* **ACTIVITY**:
Figure out the number of lines in the entries that hold the string "Agustín", then give that number and nothing else.

──────── MATERIAL FOR THIS TASK ────────

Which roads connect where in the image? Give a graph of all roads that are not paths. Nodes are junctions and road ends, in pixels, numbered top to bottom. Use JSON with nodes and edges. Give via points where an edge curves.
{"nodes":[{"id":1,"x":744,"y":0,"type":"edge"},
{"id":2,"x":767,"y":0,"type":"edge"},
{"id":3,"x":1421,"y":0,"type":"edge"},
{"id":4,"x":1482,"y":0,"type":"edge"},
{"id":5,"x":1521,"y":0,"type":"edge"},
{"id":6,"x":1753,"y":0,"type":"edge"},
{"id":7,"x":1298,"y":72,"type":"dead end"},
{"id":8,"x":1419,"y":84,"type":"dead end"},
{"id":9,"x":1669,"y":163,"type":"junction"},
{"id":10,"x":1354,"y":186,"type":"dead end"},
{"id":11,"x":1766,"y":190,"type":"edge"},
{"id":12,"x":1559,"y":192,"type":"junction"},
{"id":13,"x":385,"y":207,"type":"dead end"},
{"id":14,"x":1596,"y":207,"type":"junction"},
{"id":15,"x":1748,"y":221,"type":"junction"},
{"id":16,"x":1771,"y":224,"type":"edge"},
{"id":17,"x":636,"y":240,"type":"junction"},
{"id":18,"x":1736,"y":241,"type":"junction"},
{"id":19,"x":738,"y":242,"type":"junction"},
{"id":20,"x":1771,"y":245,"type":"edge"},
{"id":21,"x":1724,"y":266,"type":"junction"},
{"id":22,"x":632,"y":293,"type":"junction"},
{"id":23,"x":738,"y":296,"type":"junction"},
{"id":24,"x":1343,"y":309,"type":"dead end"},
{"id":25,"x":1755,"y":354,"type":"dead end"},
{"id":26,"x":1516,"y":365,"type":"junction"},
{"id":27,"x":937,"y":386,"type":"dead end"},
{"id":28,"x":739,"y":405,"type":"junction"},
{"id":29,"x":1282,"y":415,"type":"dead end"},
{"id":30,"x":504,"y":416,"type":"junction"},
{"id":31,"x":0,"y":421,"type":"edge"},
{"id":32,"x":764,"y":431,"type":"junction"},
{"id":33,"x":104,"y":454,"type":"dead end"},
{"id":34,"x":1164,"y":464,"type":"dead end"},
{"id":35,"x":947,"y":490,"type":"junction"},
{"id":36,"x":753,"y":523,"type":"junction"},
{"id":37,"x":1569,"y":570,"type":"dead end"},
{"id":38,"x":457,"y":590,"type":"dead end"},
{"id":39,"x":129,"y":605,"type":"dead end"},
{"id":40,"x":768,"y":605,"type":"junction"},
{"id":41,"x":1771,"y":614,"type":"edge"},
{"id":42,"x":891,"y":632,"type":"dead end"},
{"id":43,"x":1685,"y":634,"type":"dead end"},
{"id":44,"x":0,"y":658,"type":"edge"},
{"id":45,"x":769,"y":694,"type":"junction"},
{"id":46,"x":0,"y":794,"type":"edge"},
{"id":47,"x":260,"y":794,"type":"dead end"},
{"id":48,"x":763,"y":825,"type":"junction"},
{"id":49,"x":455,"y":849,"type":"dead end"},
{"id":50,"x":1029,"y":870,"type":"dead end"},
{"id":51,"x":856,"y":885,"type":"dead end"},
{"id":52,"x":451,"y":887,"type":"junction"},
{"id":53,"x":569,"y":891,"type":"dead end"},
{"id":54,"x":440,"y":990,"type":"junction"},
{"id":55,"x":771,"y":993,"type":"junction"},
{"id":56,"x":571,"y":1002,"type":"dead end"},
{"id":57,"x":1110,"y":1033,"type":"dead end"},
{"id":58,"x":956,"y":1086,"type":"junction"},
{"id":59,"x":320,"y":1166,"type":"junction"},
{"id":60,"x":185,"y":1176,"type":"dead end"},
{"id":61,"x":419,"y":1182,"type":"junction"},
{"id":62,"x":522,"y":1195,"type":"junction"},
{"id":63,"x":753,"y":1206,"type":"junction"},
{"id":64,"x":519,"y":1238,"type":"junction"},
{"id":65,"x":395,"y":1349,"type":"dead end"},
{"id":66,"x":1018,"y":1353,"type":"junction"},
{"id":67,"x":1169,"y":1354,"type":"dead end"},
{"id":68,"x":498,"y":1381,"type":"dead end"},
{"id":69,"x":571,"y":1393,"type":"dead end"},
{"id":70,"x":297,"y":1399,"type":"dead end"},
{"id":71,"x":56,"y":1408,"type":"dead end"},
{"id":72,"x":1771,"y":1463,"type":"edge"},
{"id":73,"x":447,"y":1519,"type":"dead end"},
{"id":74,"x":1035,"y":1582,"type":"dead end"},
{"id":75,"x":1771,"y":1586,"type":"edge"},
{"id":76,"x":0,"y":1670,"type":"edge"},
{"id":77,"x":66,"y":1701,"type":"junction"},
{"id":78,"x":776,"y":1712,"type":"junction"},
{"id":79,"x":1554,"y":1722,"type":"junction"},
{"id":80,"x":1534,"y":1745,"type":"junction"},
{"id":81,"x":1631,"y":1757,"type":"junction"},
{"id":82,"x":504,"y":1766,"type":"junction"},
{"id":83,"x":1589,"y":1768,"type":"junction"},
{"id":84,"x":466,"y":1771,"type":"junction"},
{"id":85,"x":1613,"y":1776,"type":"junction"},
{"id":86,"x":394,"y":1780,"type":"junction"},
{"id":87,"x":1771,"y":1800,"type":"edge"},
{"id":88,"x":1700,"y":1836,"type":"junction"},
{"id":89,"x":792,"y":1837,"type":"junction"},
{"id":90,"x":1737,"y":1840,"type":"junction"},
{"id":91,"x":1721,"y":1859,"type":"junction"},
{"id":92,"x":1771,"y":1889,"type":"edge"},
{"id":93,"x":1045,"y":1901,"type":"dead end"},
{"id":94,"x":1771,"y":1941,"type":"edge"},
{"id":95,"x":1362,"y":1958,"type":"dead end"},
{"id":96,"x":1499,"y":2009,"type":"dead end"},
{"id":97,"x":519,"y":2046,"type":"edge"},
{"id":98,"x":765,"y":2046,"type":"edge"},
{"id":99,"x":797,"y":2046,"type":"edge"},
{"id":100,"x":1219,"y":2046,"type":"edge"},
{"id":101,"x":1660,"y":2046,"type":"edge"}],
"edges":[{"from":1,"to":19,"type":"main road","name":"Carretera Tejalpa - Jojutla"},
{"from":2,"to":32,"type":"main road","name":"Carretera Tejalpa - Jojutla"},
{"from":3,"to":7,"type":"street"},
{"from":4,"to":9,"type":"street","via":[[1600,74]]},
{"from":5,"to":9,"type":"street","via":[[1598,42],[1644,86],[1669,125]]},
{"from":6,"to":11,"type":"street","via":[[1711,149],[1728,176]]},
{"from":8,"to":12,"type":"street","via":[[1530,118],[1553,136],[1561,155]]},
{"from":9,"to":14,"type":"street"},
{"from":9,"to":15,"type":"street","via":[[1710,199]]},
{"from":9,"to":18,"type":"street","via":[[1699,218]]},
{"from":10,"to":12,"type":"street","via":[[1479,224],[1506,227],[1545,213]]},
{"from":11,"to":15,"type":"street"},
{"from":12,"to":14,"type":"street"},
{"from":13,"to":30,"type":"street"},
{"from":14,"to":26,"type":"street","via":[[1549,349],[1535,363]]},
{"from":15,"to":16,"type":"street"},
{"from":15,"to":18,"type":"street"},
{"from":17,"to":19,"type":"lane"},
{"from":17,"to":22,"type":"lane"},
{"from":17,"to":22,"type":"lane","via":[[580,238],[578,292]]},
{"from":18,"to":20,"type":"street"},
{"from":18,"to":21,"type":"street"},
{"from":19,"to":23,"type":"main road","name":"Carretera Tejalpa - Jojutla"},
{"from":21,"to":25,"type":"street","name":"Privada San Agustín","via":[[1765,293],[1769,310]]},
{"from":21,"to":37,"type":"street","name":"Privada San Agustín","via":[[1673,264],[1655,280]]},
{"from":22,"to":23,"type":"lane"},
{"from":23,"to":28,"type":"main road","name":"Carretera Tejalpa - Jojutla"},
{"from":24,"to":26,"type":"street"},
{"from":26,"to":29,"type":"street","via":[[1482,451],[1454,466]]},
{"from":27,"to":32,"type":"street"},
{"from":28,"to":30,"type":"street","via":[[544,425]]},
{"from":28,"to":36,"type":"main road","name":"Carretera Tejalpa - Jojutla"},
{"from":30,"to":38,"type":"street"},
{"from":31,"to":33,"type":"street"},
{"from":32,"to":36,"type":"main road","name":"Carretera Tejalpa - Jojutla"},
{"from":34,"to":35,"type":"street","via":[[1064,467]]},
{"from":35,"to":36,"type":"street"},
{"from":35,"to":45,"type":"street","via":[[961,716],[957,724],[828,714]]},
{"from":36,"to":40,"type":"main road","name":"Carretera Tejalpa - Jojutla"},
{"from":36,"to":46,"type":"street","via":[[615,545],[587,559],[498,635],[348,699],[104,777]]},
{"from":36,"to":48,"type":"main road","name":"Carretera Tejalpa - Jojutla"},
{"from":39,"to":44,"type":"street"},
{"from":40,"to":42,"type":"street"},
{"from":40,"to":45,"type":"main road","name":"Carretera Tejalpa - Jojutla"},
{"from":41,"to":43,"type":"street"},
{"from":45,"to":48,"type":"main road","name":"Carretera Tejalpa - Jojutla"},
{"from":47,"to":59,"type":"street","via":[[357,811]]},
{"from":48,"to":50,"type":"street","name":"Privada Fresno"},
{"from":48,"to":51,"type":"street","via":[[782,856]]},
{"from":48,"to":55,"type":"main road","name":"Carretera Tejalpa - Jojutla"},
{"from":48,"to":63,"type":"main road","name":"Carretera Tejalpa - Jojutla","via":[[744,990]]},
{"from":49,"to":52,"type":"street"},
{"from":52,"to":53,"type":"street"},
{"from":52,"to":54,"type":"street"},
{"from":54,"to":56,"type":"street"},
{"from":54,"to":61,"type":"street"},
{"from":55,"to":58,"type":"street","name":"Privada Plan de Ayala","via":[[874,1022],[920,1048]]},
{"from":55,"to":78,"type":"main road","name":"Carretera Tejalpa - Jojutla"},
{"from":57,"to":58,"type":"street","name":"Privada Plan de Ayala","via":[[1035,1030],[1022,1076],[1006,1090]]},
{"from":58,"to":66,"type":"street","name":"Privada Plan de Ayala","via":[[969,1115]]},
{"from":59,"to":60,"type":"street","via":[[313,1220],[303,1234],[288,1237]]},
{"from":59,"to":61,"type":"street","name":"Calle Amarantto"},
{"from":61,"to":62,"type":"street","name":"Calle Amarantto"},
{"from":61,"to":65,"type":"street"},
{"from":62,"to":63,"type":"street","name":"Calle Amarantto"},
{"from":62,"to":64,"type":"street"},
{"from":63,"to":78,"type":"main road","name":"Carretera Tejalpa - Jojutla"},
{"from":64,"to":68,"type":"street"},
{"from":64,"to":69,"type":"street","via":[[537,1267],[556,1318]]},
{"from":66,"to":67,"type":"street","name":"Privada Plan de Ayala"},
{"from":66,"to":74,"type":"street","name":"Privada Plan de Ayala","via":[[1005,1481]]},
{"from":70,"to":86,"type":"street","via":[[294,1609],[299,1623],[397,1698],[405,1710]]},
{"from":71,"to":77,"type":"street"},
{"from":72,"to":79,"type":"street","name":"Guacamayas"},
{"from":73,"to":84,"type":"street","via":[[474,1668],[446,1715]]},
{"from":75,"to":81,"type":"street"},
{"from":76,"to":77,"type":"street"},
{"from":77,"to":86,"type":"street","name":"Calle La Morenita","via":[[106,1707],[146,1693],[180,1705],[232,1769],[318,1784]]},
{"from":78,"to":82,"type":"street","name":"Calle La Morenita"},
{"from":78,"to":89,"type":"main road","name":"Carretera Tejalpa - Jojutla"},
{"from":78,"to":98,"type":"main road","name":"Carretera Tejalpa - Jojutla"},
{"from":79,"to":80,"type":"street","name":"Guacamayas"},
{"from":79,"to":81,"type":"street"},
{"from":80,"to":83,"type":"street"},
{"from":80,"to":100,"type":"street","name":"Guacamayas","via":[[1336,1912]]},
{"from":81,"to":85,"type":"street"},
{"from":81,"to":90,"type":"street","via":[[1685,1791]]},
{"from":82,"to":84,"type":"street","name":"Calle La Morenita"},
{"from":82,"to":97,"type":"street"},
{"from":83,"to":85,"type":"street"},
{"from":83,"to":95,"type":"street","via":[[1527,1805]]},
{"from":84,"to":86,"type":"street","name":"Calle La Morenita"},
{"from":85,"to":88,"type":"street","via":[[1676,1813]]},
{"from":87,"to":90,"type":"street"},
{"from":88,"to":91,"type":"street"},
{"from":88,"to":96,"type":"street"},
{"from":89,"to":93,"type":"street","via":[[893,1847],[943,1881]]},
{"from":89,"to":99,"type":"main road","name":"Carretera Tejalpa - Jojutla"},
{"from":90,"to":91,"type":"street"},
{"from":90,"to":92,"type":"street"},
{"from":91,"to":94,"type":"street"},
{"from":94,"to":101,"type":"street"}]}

────────

* **RESPONSE TO THIS EXERCISE**:
2